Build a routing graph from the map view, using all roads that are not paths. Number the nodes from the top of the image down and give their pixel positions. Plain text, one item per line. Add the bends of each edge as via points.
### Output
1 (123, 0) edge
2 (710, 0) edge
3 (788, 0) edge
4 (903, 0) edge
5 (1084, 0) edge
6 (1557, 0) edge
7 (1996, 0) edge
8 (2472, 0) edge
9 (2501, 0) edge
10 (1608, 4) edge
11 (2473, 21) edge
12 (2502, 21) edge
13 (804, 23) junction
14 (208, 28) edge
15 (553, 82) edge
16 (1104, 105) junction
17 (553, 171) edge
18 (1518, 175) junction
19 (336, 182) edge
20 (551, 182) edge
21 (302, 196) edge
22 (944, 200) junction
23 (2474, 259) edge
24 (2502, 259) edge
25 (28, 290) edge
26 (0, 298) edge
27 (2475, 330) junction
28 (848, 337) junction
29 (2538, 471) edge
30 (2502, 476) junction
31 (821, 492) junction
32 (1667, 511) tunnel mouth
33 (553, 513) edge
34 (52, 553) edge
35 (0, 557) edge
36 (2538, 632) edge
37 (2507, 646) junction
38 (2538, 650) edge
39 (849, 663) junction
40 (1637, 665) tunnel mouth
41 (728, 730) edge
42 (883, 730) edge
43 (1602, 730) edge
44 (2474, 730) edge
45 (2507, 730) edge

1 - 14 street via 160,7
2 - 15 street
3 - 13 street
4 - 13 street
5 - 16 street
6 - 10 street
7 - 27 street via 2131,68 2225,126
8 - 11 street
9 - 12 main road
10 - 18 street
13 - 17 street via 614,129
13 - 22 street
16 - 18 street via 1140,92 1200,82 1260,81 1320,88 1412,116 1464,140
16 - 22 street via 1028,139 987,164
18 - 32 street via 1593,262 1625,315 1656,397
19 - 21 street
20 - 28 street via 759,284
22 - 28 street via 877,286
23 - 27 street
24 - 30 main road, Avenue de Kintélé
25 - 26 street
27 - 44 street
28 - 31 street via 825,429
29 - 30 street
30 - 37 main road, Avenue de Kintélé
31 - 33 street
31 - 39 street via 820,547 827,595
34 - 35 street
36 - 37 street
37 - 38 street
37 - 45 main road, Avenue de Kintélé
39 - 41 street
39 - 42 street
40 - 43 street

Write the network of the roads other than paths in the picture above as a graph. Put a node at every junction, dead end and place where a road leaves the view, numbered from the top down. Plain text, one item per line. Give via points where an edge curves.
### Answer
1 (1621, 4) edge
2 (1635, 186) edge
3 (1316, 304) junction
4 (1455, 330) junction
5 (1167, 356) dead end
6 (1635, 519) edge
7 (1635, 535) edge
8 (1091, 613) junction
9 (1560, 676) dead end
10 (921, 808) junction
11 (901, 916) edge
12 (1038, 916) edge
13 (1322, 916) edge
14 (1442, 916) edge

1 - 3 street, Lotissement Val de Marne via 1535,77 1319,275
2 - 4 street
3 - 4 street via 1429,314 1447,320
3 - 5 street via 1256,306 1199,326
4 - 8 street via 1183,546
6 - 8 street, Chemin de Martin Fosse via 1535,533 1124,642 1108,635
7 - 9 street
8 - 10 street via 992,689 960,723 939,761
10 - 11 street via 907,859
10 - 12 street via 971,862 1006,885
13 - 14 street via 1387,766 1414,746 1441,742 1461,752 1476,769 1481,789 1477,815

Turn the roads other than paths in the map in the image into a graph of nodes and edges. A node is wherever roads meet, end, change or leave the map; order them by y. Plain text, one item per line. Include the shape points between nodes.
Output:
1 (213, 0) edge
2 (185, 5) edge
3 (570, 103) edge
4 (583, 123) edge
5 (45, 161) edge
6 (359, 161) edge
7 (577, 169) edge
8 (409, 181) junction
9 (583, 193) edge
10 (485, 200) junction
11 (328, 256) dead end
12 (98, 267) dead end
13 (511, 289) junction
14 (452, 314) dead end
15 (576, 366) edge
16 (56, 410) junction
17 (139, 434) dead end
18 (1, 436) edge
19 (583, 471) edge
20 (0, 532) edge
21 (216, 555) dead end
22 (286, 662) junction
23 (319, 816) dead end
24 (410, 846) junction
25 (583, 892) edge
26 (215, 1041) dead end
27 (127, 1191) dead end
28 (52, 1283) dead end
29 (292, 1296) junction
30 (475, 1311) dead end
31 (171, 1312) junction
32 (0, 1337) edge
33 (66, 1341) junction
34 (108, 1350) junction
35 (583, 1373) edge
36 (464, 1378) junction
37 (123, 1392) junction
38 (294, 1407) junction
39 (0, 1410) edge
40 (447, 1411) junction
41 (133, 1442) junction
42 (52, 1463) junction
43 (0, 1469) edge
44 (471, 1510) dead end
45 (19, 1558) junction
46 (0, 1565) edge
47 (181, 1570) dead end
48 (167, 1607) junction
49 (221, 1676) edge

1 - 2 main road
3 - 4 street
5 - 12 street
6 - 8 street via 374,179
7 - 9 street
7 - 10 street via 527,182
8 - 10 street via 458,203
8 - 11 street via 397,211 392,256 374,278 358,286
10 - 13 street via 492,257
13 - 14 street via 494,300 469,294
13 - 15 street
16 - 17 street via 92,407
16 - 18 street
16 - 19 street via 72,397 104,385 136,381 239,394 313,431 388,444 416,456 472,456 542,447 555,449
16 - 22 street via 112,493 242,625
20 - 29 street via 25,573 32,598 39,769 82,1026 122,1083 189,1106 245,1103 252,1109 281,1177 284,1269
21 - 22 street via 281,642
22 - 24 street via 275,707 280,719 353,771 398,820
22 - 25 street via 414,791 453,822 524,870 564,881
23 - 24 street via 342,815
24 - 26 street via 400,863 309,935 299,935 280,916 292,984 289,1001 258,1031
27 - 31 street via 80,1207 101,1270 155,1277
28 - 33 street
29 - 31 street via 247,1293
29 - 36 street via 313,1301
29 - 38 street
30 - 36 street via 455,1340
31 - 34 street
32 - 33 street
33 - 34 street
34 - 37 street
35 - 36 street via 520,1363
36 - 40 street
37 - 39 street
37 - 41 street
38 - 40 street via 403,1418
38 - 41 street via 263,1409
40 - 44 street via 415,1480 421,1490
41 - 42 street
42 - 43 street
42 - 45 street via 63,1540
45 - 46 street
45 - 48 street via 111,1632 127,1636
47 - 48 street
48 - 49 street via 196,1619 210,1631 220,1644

____

The entries above should be copied out exactly, with none left out.

Output for this task:
Build a routing graph from the map view, using all roads that are not paths. Number the nodes from the top of the image down and give their pixel positions. Plain text, one item per line. Add the bends of each edge as via points.
### Output
1 (123, 0) edge
2 (710, 0) edge
3 (788, 0) edge
4 (903, 0) edge
5 (1084, 0) edge
6 (1557, 0) edge
7 (1996, 0) edge
8 (2472, 0) edge
9 (2501, 0) edge
10 (1608, 4) edge
11 (2473, 21) edge
12 (2502, 21) edge
13 (804, 23) junction
14 (208, 28) edge
15 (553, 82) edge
16 (1104, 105) junction
17 (553, 171) edge
18 (1518, 175) junction
19 (336, 182) edge
20 (551, 182) edge
21 (302, 196) edge
22 (944, 200) junction
23 (2474, 259) edge
24 (2502, 259) edge
25 (28, 290) edge
26 (0, 298) edge
27 (2475, 330) junction
28 (848, 337) junction
29 (2538, 471) edge
30 (2502, 476) junction
31 (821, 492) junction
32 (1667, 511) tunnel mouth
33 (553, 513) edge
34 (52, 553) edge
35 (0, 557) edge
36 (2538, 632) edge
37 (2507, 646) junction
38 (2538, 650) edge
39 (849, 663) junction
40 (1637, 665) tunnel mouth
41 (728, 730) edge
42 (883, 730) edge
43 (1602, 730) edge
44 (2474, 730) edge
45 (2507, 730) edge

1 - 14 street via 160,7
2 - 15 street
3 - 13 street
4 - 13 street
5 - 16 street
6 - 10 street
7 - 27 street via 2131,68 2225,126
8 - 11 street
9 - 12 main road
10 - 18 street
13 - 17 street via 614,129
13 - 22 street
16 - 18 street via 1140,92 1200,82 1260,81 1320,88 1412,116 1464,140
16 - 22 street via 1028,139 987,164
18 - 32 street via 1593,262 1625,315 1656,397
19 - 21 street
20 - 28 street via 759,284
22 - 28 street via 877,286
23 - 27 street
24 - 30 main road, Avenue de Kintélé
25 - 26 street
27 - 44 street
28 - 31 street via 825,429
29 - 30 street
30 - 37 main road, Avenue de Kintélé
31 - 33 street
31 - 39 street via 820,547 827,595
34 - 35 street
36 - 37 street
37 - 38 street
37 - 45 main road, Avenue de Kintélé
39 - 41 street
39 - 42 street
40 - 43 street

Write the network of the roads other than paths in the picture above as a graph. Put a node at every junction, dead end and place where a road leaves the view, numbered from the top down. Plain text, one item per line. Give via points where an edge curves.
### Answer
1 (1621, 4) edge
2 (1635, 186) edge
3 (1316, 304) junction
4 (1455, 330) junction
5 (1167, 356) dead end
6 (1635, 519) edge
7 (1635, 535) edge
8 (1091, 613) junction
9 (1560, 676) dead end
10 (921, 808) junction
11 (901, 916) edge
12 (1038, 916) edge
13 (1322, 916) edge
14 (1442, 916) edge

1 - 3 street, Lotissement Val de Marne via 1535,77 1319,275
2 - 4 street
3 - 4 street via 1429,314 1447,320
3 - 5 street via 1256,306 1199,326
4 - 8 street via 1183,546
6 - 8 street, Chemin de Martin Fosse via 1535,533 1124,642 1108,635
7 - 9 street
8 - 10 street via 992,689 960,723 939,761
10 - 11 street via 907,859
10 - 12 street via 971,862 1006,885
13 - 14 street via 1387,766 1414,746 1441,742 1461,752 1476,769 1481,789 1477,815

Turn the roads other than paths in the map in the image into a graph of nodes and edges. A node is wherever roads meet, end, change or leave the map; order them by y. Plain text, one item per line. Include the shape points between nodes.
Output:
1 (213, 0) edge
2 (185, 5) edge
3 (570, 103) edge
4 (583, 123) edge
5 (45, 161) edge
6 (359, 161) edge
7 (577, 169) edge
8 (409, 181) junction
9 (583, 193) edge
10 (485, 200) junction
11 (328, 256) dead end
12 (98, 267) dead end
13 (511, 289) junction
14 (452, 314) dead end
15 (576, 366) edge
16 (56, 410) junction
17 (139, 434) dead end
18 (1, 436) edge
19 (583, 471) edge
20 (0, 532) edge
21 (216, 555) dead end
22 (286, 662) junction
23 (319, 816) dead end
24 (410, 846) junction
25 (583, 892) edge
26 (215, 1041) dead end
27 (127, 1191) dead end
28 (52, 1283) dead end
29 (292, 1296) junction
30 (475, 1311) dead end
31 (171, 1312) junction
32 (0, 1337) edge
33 (66, 1341) junction
34 (108, 1350) junction
35 (583, 1373) edge
36 (464, 1378) junction
37 (123, 1392) junction
38 (294, 1407) junction
39 (0, 1410) edge
40 (447, 1411) junction
41 (133, 1442) junction
42 (52, 1463) junction
43 (0, 1469) edge
44 (471, 1510) dead end
45 (19, 1558) junction
46 (0, 1565) edge
47 (181, 1570) dead end
48 (167, 1607) junction
49 (221, 1676) edge

1 - 2 main road
3 - 4 street
5 - 12 street
6 - 8 street via 374,179
7 - 9 street
7 - 10 street via 527,182
8 - 10 street via 458,203
8 - 11 street via 397,211 392,256 374,278 358,286
10 - 13 street via 492,257
13 - 14 street via 494,300 469,294
13 - 15 street
16 - 17 street via 92,407
16 - 18 street
16 - 19 street via 72,397 104,385 136,381 239,394 313,431 388,444 416,456 472,456 542,447 555,449
16 - 22 street via 112,493 242,625
20 - 29 street via 25,573 32,598 39,769 82,1026 122,1083 189,1106 245,1103 252,1109 281,1177 284,1269
21 - 22 street via 281,642
22 - 24 street via 275,707 280,719 353,771 398,820
22 - 25 street via 414,791 453,822 524,870 564,881
23 - 24 street via 342,815
24 - 26 street via 400,863 309,935 299,935 280,916 292,984 289,1001 258,1031
27 - 31 street via 80,1207 101,1270 155,1277
28 - 33 street
29 - 31 street via 247,1293
29 - 36 street via 313,1301
29 - 38 street
30 - 36 street via 455,1340
31 - 34 street
32 - 33 street
33 - 34 street
34 - 37 street
35 - 36 street via 520,1363
36 - 40 street
37 - 39 street
37 - 41 street
38 - 40 street via 403,1418
38 - 41 street via 263,1409
40 - 44 street via 415,1480 421,1490
41 - 42 street
42 - 43 street
42 - 45 street via 63,1540
45 - 46 street
45 - 48 street via 111,1632 127,1636
47 - 48 street
48 - 49 street via 196,1619 210,1631 220,1644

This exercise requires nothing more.